Stored data entries:
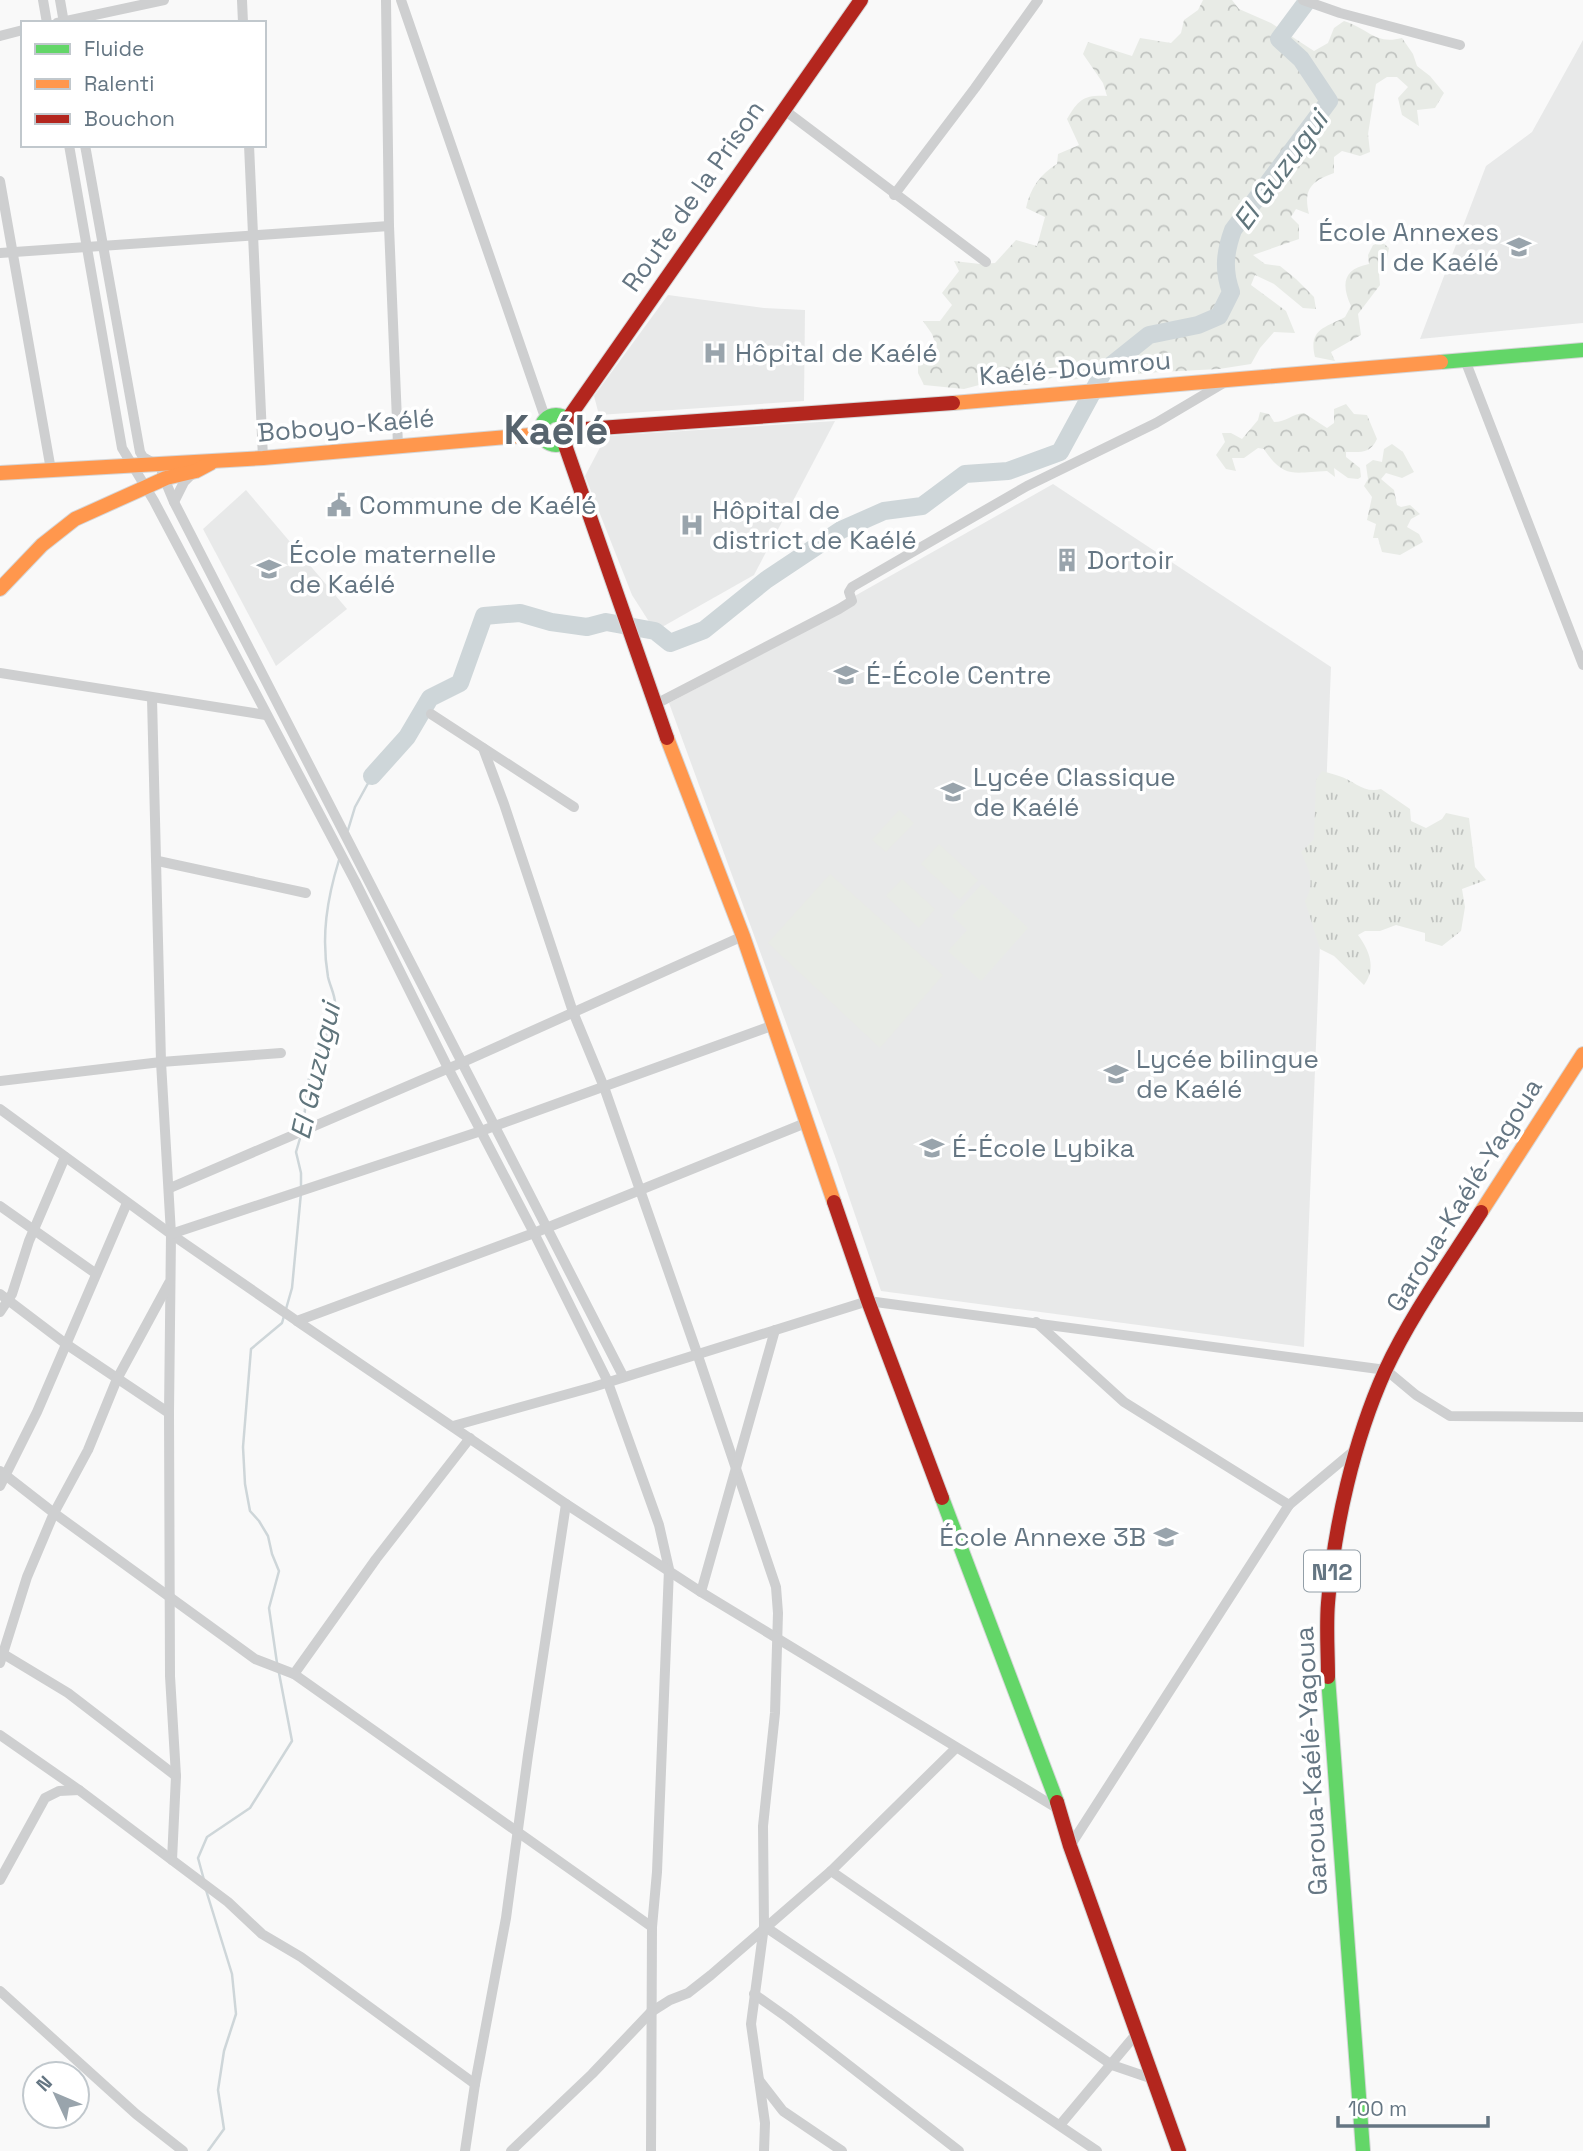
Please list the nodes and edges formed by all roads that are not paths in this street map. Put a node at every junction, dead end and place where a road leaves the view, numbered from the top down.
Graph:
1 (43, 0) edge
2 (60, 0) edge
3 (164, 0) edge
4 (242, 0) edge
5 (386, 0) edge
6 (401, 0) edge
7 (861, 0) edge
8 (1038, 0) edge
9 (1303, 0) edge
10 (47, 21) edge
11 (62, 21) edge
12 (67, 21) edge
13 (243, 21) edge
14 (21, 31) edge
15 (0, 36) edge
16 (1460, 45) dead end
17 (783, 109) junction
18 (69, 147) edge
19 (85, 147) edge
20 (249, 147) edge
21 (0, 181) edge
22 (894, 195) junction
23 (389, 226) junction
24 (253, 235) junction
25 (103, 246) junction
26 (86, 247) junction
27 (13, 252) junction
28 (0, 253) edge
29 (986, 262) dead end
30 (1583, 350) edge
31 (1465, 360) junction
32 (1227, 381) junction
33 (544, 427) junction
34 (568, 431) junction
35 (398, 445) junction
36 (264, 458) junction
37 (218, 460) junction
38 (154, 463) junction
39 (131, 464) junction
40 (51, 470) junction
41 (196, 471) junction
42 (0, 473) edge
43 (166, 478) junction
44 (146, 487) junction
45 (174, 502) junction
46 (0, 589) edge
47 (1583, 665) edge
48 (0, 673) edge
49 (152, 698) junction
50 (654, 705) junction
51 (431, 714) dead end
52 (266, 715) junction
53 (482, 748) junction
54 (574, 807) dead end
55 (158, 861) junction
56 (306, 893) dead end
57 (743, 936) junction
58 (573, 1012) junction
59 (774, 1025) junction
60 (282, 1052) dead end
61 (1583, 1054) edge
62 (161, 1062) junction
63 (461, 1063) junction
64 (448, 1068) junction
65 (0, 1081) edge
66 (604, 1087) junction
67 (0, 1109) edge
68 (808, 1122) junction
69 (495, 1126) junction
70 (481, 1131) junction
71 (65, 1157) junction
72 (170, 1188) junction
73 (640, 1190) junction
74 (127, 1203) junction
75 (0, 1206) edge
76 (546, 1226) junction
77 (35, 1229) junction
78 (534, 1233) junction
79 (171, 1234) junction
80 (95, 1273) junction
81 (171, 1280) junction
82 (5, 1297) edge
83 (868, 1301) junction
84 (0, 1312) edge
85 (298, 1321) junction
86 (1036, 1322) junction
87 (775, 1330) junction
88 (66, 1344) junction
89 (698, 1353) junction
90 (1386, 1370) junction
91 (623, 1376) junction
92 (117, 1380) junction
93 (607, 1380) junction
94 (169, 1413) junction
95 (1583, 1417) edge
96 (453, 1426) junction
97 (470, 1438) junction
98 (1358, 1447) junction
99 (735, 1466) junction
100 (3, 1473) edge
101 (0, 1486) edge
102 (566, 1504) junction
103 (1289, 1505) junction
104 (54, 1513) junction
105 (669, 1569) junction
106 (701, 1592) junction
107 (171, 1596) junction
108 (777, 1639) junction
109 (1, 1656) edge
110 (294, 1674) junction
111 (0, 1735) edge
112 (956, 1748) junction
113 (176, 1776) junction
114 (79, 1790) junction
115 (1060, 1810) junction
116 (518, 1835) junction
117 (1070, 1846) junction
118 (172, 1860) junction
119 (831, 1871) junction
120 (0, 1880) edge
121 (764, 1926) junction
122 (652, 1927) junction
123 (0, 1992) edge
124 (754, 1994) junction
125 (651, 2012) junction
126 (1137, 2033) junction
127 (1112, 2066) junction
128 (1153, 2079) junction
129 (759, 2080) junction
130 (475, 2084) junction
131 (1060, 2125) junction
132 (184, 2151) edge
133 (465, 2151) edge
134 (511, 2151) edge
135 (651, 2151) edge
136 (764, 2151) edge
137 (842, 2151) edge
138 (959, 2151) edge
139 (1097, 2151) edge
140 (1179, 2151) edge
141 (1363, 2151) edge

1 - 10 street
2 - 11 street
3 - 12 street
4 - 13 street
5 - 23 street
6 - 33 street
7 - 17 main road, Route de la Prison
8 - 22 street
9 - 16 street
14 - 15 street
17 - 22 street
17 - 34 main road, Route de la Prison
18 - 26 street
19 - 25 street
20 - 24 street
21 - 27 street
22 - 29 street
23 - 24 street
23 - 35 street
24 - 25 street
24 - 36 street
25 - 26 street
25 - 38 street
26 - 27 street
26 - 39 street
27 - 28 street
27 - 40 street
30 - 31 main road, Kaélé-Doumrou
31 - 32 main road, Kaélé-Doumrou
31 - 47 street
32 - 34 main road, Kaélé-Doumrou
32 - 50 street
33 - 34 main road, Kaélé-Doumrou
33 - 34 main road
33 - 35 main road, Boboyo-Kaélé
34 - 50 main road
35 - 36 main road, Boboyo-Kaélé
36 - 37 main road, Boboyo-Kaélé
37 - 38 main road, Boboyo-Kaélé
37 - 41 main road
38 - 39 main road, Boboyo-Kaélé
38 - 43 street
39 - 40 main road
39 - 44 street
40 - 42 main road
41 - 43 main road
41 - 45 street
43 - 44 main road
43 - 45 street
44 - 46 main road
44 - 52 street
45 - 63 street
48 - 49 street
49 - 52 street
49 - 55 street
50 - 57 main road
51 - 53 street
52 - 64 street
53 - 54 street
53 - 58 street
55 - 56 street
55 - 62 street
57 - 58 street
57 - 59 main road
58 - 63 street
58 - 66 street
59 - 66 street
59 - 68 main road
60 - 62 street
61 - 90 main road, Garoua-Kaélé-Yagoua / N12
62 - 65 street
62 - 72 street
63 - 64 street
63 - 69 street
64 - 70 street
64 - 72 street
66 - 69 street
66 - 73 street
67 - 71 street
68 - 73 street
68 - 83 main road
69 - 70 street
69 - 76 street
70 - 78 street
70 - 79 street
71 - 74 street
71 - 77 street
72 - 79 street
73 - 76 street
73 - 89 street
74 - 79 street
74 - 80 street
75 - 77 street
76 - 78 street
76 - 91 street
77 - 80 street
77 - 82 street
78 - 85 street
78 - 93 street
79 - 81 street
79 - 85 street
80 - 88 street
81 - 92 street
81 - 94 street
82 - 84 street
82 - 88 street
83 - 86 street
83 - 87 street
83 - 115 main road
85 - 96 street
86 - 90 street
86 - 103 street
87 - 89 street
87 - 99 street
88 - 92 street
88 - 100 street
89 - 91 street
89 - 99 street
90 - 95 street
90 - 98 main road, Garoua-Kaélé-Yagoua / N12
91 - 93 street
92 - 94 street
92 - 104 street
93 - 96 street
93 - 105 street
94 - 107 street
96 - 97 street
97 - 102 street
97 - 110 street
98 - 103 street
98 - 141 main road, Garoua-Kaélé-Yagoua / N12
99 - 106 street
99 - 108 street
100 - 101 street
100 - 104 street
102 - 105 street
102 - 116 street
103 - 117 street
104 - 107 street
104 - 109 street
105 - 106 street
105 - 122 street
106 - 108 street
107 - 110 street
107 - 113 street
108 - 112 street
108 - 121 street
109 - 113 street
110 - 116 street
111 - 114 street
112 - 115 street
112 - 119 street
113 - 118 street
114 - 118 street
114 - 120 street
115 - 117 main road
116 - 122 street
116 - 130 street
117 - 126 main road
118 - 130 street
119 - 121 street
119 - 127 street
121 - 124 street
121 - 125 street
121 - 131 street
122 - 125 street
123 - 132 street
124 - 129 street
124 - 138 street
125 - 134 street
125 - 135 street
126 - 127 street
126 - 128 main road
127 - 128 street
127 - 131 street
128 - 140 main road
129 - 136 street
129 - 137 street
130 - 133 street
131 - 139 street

### Task objective
Every line above must be printed again exactly, pictures excluded.

### Final answer
Please list the nodes and edges formed by all roads that are not paths in this street map. Put a node at every junction, dead end and place where a road leaves the view, numbered from the top down.
Graph:
1 (43, 0) edge
2 (60, 0) edge
3 (164, 0) edge
4 (242, 0) edge
5 (386, 0) edge
6 (401, 0) edge
7 (861, 0) edge
8 (1038, 0) edge
9 (1303, 0) edge
10 (47, 21) edge
11 (62, 21) edge
12 (67, 21) edge
13 (243, 21) edge
14 (21, 31) edge
15 (0, 36) edge
16 (1460, 45) dead end
17 (783, 109) junction
18 (69, 147) edge
19 (85, 147) edge
20 (249, 147) edge
21 (0, 181) edge
22 (894, 195) junction
23 (389, 226) junction
24 (253, 235) junction
25 (103, 246) junction
26 (86, 247) junction
27 (13, 252) junction
28 (0, 253) edge
29 (986, 262) dead end
30 (1583, 350) edge
31 (1465, 360) junction
32 (1227, 381) junction
33 (544, 427) junction
34 (568, 431) junction
35 (398, 445) junction
36 (264, 458) junction
37 (218, 460) junction
38 (154, 463) junction
39 (131, 464) junction
40 (51, 470) junction
41 (196, 471) junction
42 (0, 473) edge
43 (166, 478) junction
44 (146, 487) junction
45 (174, 502) junction
46 (0, 589) edge
47 (1583, 665) edge
48 (0, 673) edge
49 (152, 698) junction
50 (654, 705) junction
51 (431, 714) dead end
52 (266, 715) junction
53 (482, 748) junction
54 (574, 807) dead end
55 (158, 861) junction
56 (306, 893) dead end
57 (743, 936) junction
58 (573, 1012) junction
59 (774, 1025) junction
60 (282, 1052) dead end
61 (1583, 1054) edge
62 (161, 1062) junction
63 (461, 1063) junction
64 (448, 1068) junction
65 (0, 1081) edge
66 (604, 1087) junction
67 (0, 1109) edge
68 (808, 1122) junction
69 (495, 1126) junction
70 (481, 1131) junction
71 (65, 1157) junction
72 (170, 1188) junction
73 (640, 1190) junction
74 (127, 1203) junction
75 (0, 1206) edge
76 (546, 1226) junction
77 (35, 1229) junction
78 (534, 1233) junction
79 (171, 1234) junction
80 (95, 1273) junction
81 (171, 1280) junction
82 (5, 1297) edge
83 (868, 1301) junction
84 (0, 1312) edge
85 (298, 1321) junction
86 (1036, 1322) junction
87 (775, 1330) junction
88 (66, 1344) junction
89 (698, 1353) junction
90 (1386, 1370) junction
91 (623, 1376) junction
92 (117, 1380) junction
93 (607, 1380) junction
94 (169, 1413) junction
95 (1583, 1417) edge
96 (453, 1426) junction
97 (470, 1438) junction
98 (1358, 1447) junction
99 (735, 1466) junction
100 (3, 1473) edge
101 (0, 1486) edge
102 (566, 1504) junction
103 (1289, 1505) junction
104 (54, 1513) junction
105 (669, 1569) junction
106 (701, 1592) junction
107 (171, 1596) junction
108 (777, 1639) junction
109 (1, 1656) edge
110 (294, 1674) junction
111 (0, 1735) edge
112 (956, 1748) junction
113 (176, 1776) junction
114 (79, 1790) junction
115 (1060, 1810) junction
116 (518, 1835) junction
117 (1070, 1846) junction
118 (172, 1860) junction
119 (831, 1871) junction
120 (0, 1880) edge
121 (764, 1926) junction
122 (652, 1927) junction
123 (0, 1992) edge
124 (754, 1994) junction
125 (651, 2012) junction
126 (1137, 2033) junction
127 (1112, 2066) junction
128 (1153, 2079) junction
129 (759, 2080) junction
130 (475, 2084) junction
131 (1060, 2125) junction
132 (184, 2151) edge
133 (465, 2151) edge
134 (511, 2151) edge
135 (651, 2151) edge
136 (764, 2151) edge
137 (842, 2151) edge
138 (959, 2151) edge
139 (1097, 2151) edge
140 (1179, 2151) edge
141 (1363, 2151) edge

1 - 10 street
2 - 11 street
3 - 12 street
4 - 13 street
5 - 23 street
6 - 33 street
7 - 17 main road, Route de la Prison
8 - 22 street
9 - 16 street
14 - 15 street
17 - 22 street
17 - 34 main road, Route de la Prison
18 - 26 street
19 - 25 street
20 - 24 street
21 - 27 street
22 - 29 street
23 - 24 street
23 - 35 street
24 - 25 street
24 - 36 street
25 - 26 street
25 - 38 street
26 - 27 street
26 - 39 street
27 - 28 street
27 - 40 street
30 - 31 main road, Kaélé-Doumrou
31 - 32 main road, Kaélé-Doumrou
31 - 47 street
32 - 34 main road, Kaélé-Doumrou
32 - 50 street
33 - 34 main road, Kaélé-Doumrou
33 - 34 main road
33 - 35 main road, Boboyo-Kaélé
34 - 50 main road
35 - 36 main road, Boboyo-Kaélé
36 - 37 main road, Boboyo-Kaélé
37 - 38 main road, Boboyo-Kaélé
37 - 41 main road
38 - 39 main road, Boboyo-Kaélé
38 - 43 street
39 - 40 main road
39 - 44 street
40 - 42 main road
41 - 43 main road
41 - 45 street
43 - 44 main road
43 - 45 street
44 - 46 main road
44 - 52 street
45 - 63 street
48 - 49 street
49 - 52 street
49 - 55 street
50 - 57 main road
51 - 53 street
52 - 64 street
53 - 54 street
53 - 58 street
55 - 56 street
55 - 62 street
57 - 58 street
57 - 59 main road
58 - 63 street
58 - 66 street
59 - 66 street
59 - 68 main road
60 - 62 street
61 - 90 main road, Garoua-Kaélé-Yagoua / N12
62 - 65 street
62 - 72 street
63 - 64 street
63 - 69 street
64 - 70 street
64 - 72 street
66 - 69 street
66 - 73 street
67 - 71 street
68 - 73 street
68 - 83 main road
69 - 70 street
69 - 76 street
70 - 78 street
70 - 79 street
71 - 74 street
71 - 77 street
72 - 79 street
73 - 76 street
73 - 89 street
74 - 79 street
74 - 80 street
75 - 77 street
76 - 78 street
76 - 91 street
77 - 80 street
77 - 82 street
78 - 85 street
78 - 93 street
79 - 81 street
79 - 85 street
80 - 88 street
81 - 92 street
81 - 94 street
82 - 84 street
82 - 88 street
83 - 86 street
83 - 87 street
83 - 115 main road
85 - 96 street
86 - 90 street
86 - 103 street
87 - 89 street
87 - 99 street
88 - 92 street
88 - 100 street
89 - 91 street
89 - 99 street
90 - 95 street
90 - 98 main road, Garoua-Kaélé-Yagoua / N12
91 - 93 street
92 - 94 street
92 - 104 street
93 - 96 street
93 - 105 street
94 - 107 street
96 - 97 street
97 - 102 street
97 - 110 street
98 - 103 street
98 - 141 main road, Garoua-Kaélé-Yagoua / N12
99 - 106 street
99 - 108 street
100 - 101 street
100 - 104 street
102 - 105 street
102 - 116 street
103 - 117 street
104 - 107 street
104 - 109 street
105 - 106 street
105 - 122 street
106 - 108 street
107 - 110 street
107 - 113 street
108 - 112 street
108 - 121 street
109 - 113 street
110 - 116 street
111 - 114 street
112 - 115 street
112 - 119 street
113 - 118 street
114 - 118 street
114 - 120 street
115 - 117 main road
116 - 122 street
116 - 130 street
117 - 126 main road
118 - 130 street
119 - 121 street
119 - 127 street
121 - 124 street
121 - 125 street
121 - 131 street
122 - 125 street
123 - 132 street
124 - 129 street
124 - 138 street
125 - 134 street
125 - 135 street
126 - 127 street
126 - 128 main road
127 - 128 street
127 - 131 street
128 - 140 main road
129 - 136 street
129 - 137 street
130 - 133 street
131 - 139 street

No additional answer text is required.